### WORK TO COMPLETE
Please count how many lines below contain the word "Nossa" and reply with only that number.

--- START ---

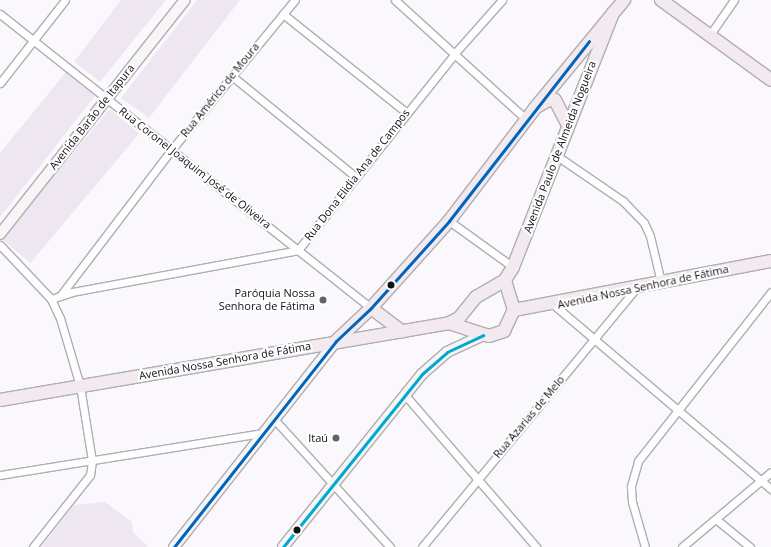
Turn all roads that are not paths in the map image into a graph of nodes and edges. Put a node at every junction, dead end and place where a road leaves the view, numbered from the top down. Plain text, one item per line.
1 (65, 0) edge
2 (176, 0) edge
3 (185, 0) edge
4 (295, 0) edge
5 (395, 0) edge
6 (502, 0) edge
7 (624, 0) edge
8 (661, 0) edge
9 (734, 0) edge
10 (613, 13) junction
11 (0, 14) edge
12 (283, 14) junction
13 (709, 36) junction
14 (32, 41) junction
15 (455, 53) junction
16 (232, 76) junction
17 (771, 80) edge
18 (0, 83) edge
19 (105, 96) junction
20 (535, 108) junction
21 (407, 113) junction
22 (527, 120) junction
23 (568, 126) junction
24 (172, 150) junction
25 (558, 156) junction
26 (356, 177) junction
27 (449, 221) junction
28 (0, 225) edge
29 (0, 234) edge
30 (0, 245) edge
31 (298, 250) junction
32 (771, 260) edge
33 (513, 267) junction
34 (505, 280) junction
35 (660, 282) junction
36 (636, 288) junction
37 (771, 292) edge
38 (60, 296) junction
39 (51, 299) junction
40 (554, 305) junction
41 (372, 308) junction
42 (514, 310) junction
43 (449, 323) junction
44 (402, 331) junction
45 (483, 335) junction
46 (593, 340) junction
47 (336, 341) junction
48 (80, 386) junction
49 (405, 395) junction
50 (0, 400) edge
51 (679, 410) junction
52 (274, 419) junction
53 (263, 433) junction
54 (92, 460) junction
55 (771, 472) edge
56 (0, 476) edge
57 (478, 478) junction
58 (763, 482) junction
59 (334, 484) junction
60 (771, 489) edge
61 (717, 520) junction
62 (33, 547) edge
63 (174, 547) edge
64 (283, 547) edge
65 (390, 547) edge
66 (422, 547) edge
67 (536, 547) edge
68 (645, 547) edge
69 (682, 547) edge
70 (750, 547) edge

1 - 14 street
2 - 19 main road, Avenida Barão de Itapura
3 - 19 main road, Avenida Barão de Itapura
4 - 12 street, Rua Américo de Moura
5 - 15 street
6 - 15 street, Rua Dona Elidia Ana de Campos
7 - 10 main road
8 - 13 main road
9 - 13 street
10 - 20 main road
10 - 23 main road, Avenida Paulo de Almeida Nogueira
11 - 14 street, Rua Coronel Joaquim José de Oliveira
12 - 16 street, Rua Américo de Moura
12 - 21 street
13 - 17 main road
14 - 18 street
14 - 19 street, Rua Coronel Joaquim José de Oliveira
15 - 21 street, Rua Dona Elidia Ana de Campos
15 - 22 street
16 - 24 street, Rua Américo de Moura
16 - 26 street
19 - 24 street, Rua Coronel Joaquim José de Oliveira
19 - 28 main road, Avenida Barão de Itapura
19 - 29 main road, Avenida Barão de Itapura
20 - 22 main road
20 - 23 main road
21 - 26 street, Rua Dona Elidia Ana de Campos
22 - 27 main road
23 - 25 main road, Avenida Paulo de Almeida Nogueira
24 - 31 street, Rua Coronel Joaquim José de Oliveira
24 - 38 street, Rua Américo de Moura
25 - 33 main road, Avenida Paulo de Almeida Nogueira
25 - 35 street
26 - 31 street, Rua Dona Elidia Ana de Campos
27 - 33 street
27 - 41 main road
30 - 39 street
31 - 38 street, Rua Dona Elidia Ana de Campos
31 - 41 street, Rua Coronel Joaquim José de Oliveira
32 - 35 main road, Avenida Nossa Senhora de Fátima
33 - 34 main road, Avenida Paulo de Almeida Nogueira
34 - 42 main road
34 - 43 main road
35 - 36 main road, Avenida Nossa Senhora de Fátima
36 - 40 main road, Avenida Nossa Senhora de Fátima
36 - 46 street, Rua Azarias de Melo
37 - 51 street
38 - 39 street, Rua Dona Elidia Ana de Campos
39 - 48 street
40 - 42 main road, Avenida Nossa Senhora de Fátima
40 - 46 street
41 - 44 main road
41 - 47 main road
42 - 45 main road
43 - 44 main road, Avenida Nossa Senhora de Fátima
43 - 45 main road
44 - 47 main road, Avenida Nossa Senhora de Fátima
45 - 49 main road
46 - 51 street
46 - 57 street, Rua Azarias de Melo
47 - 48 main road, Avenida Nossa Senhora de Fátima
47 - 52 main road
48 - 50 main road, Avenida Nossa Senhora de Fátima
48 - 54 street
49 - 57 street
49 - 59 main road
51 - 58 street
51 - 68 street
52 - 53 main road
52 - 59 street
53 - 54 street
53 - 63 main road
54 - 56 street
54 - 62 street
55 - 58 street
57 - 66 street, Rua Azarias de Melo
57 - 67 street
58 - 60 street
58 - 61 street
59 - 64 main road
59 - 65 street
61 - 69 street
61 - 70 street

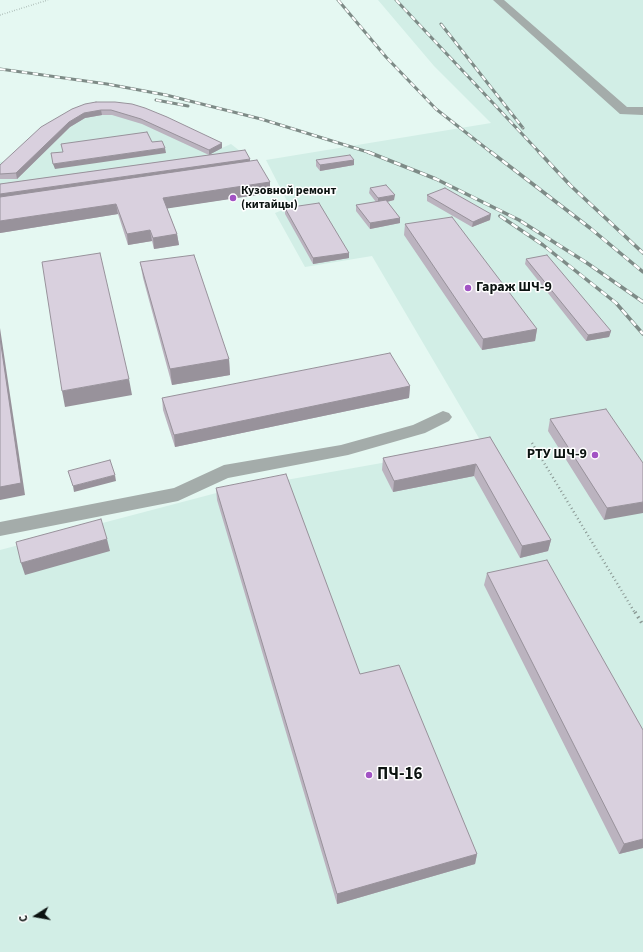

--- END ---

### RESPONSE
8